36 yang harus ditanggung dalam melakukan proses produksi (proses produksi akan berjalan lebih lambat karena harus memastikan dengan teliti bahwa kayu bulat yang dikirim tidak mengandung arang sedikitpun). Adanya pencucian unsur-unsur hara pada lahan terbakar yang mengakibatkan turunnya kesuburan lahan dan kerdilnya pertumbuhan tanaman daur berikutnya juga menjadi salah satu konsekuensi adanya gangguan hutan tersebut.

c. Akibat Gangguan Penggembalaan

Sebagai akibat dari adanya kegiatan penggembalaan yang pada umumnya terjadi pada usia satu tahun antara lain adalah gagalnya tanaman, baik karena patah, terinjak-injak ataupun karena pucuk/tunas tanaman muda dimakan. Selain itu juga berakibat pada berkurangnya kesuburan tanah akibat terjadinya penurunan tingkat porositas tanah. Dengan berkurangnya porositas tanah sebagai akibat dari pemadatan tanah, air sebagai salah satu faktor yang dibutuhkan tanaman menjadi sulit terserap dan menyebabkan pertumbuhan tanaman menjadi kerdil.

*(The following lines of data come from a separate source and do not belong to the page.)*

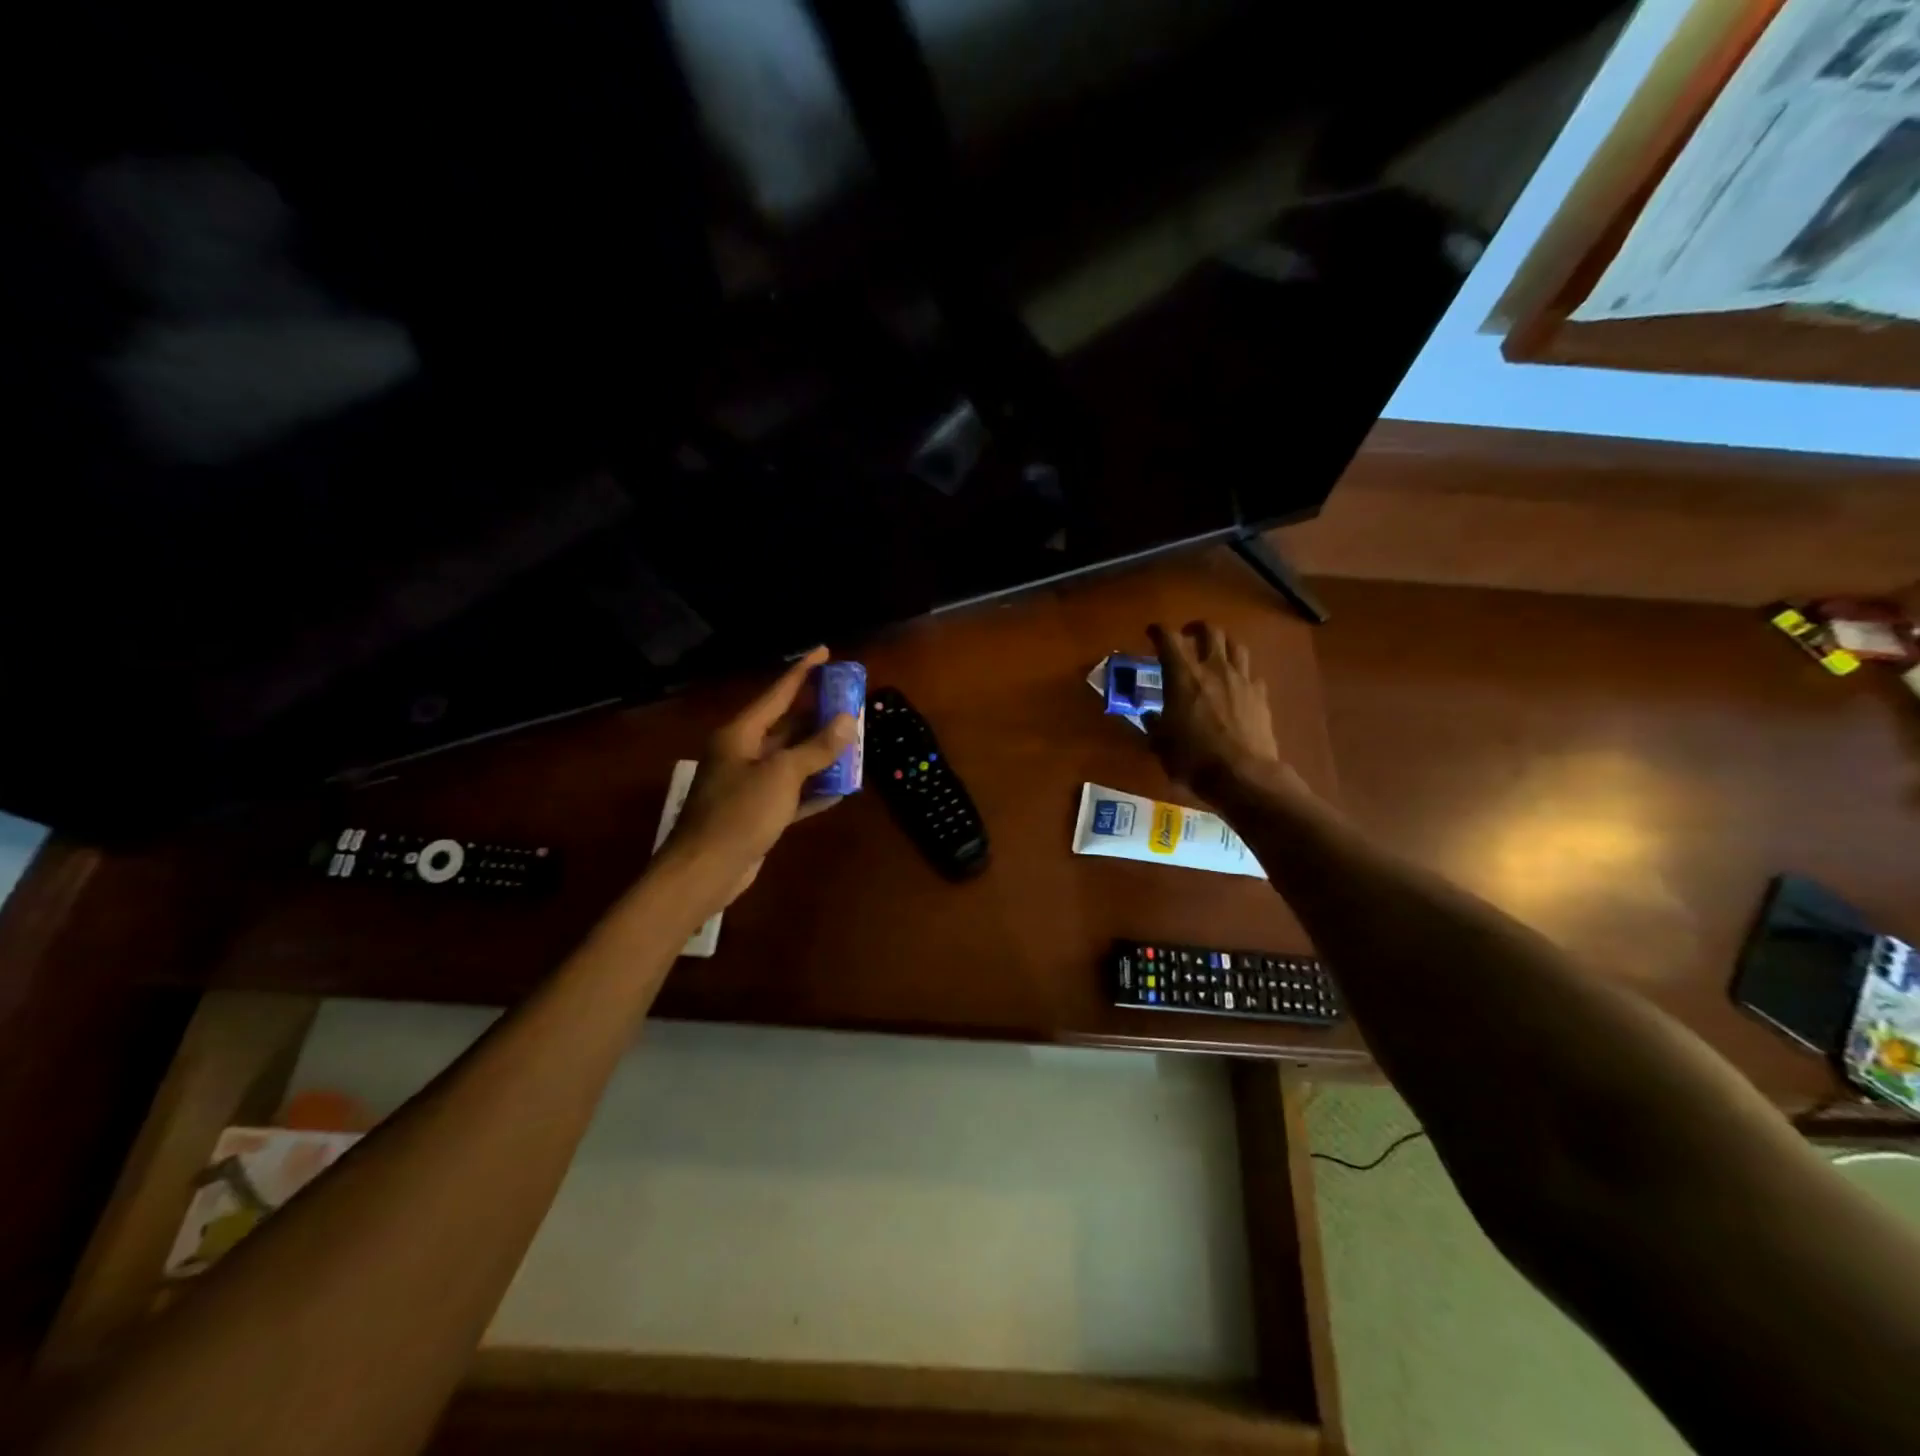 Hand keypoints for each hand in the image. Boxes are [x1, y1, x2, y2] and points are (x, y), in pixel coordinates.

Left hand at [657, 647, 855, 911]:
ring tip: (854, 742)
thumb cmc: (740, 813)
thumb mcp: (782, 775)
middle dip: (819, 716)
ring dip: (821, 754)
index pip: (778, 693)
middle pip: (787, 726)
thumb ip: (816, 748)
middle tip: (851, 703)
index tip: (825, 652)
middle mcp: (743, 753)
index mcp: (741, 734)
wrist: (705, 870)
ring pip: (792, 760)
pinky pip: (792, 793)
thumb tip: (847, 721)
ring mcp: (750, 784)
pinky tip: (842, 789)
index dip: (803, 671)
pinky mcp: (758, 813)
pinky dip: (814, 790)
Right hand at [1146, 621, 1288, 799]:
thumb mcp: (1161, 744)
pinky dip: (1242, 673)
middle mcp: (1214, 669)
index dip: (1158, 631)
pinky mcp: (1260, 696)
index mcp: (1183, 676)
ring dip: (1223, 644)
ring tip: (1216, 652)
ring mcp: (1242, 680)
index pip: (1169, 639)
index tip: (1152, 632)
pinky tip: (1237, 684)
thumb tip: (1151, 716)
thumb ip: (1154, 724)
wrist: (1242, 775)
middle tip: (1188, 635)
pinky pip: (1252, 674)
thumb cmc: (1193, 758)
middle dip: (1197, 628)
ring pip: (1236, 646)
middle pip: (1210, 631) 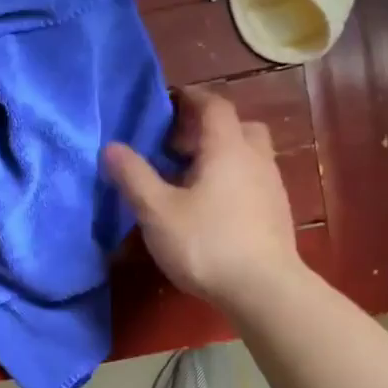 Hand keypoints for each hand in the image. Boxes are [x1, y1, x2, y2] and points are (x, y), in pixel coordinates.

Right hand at [103, 87, 298, 313]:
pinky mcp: (276, 213)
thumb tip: (111, 147)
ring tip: (189, 177)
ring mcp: (271, 186)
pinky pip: (252, 179)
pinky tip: (211, 206)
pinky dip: (231, 178)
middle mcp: (255, 158)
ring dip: (220, 155)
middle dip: (206, 128)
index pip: (214, 106)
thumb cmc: (206, 243)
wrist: (264, 290)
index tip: (169, 100)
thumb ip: (134, 177)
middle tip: (176, 144)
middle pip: (236, 127)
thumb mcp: (157, 211)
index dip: (191, 98)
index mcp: (227, 148)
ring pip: (247, 154)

d. Akibat Gangguan Hama Penyakit

Jenis hama penyakit yang menyerang wilayah penelitian antara lain adalah hama monyet serta penyakit jamur akar putih. Akibat yang ditimbulkan oleh keduanya adalah menurunnya kualitas dan kuantitas pohon pada tegakan, atau bahkan kegagalan tanaman (kematian tanaman dalam jumlah besar) sehingga perlu untuk ditanami ulang.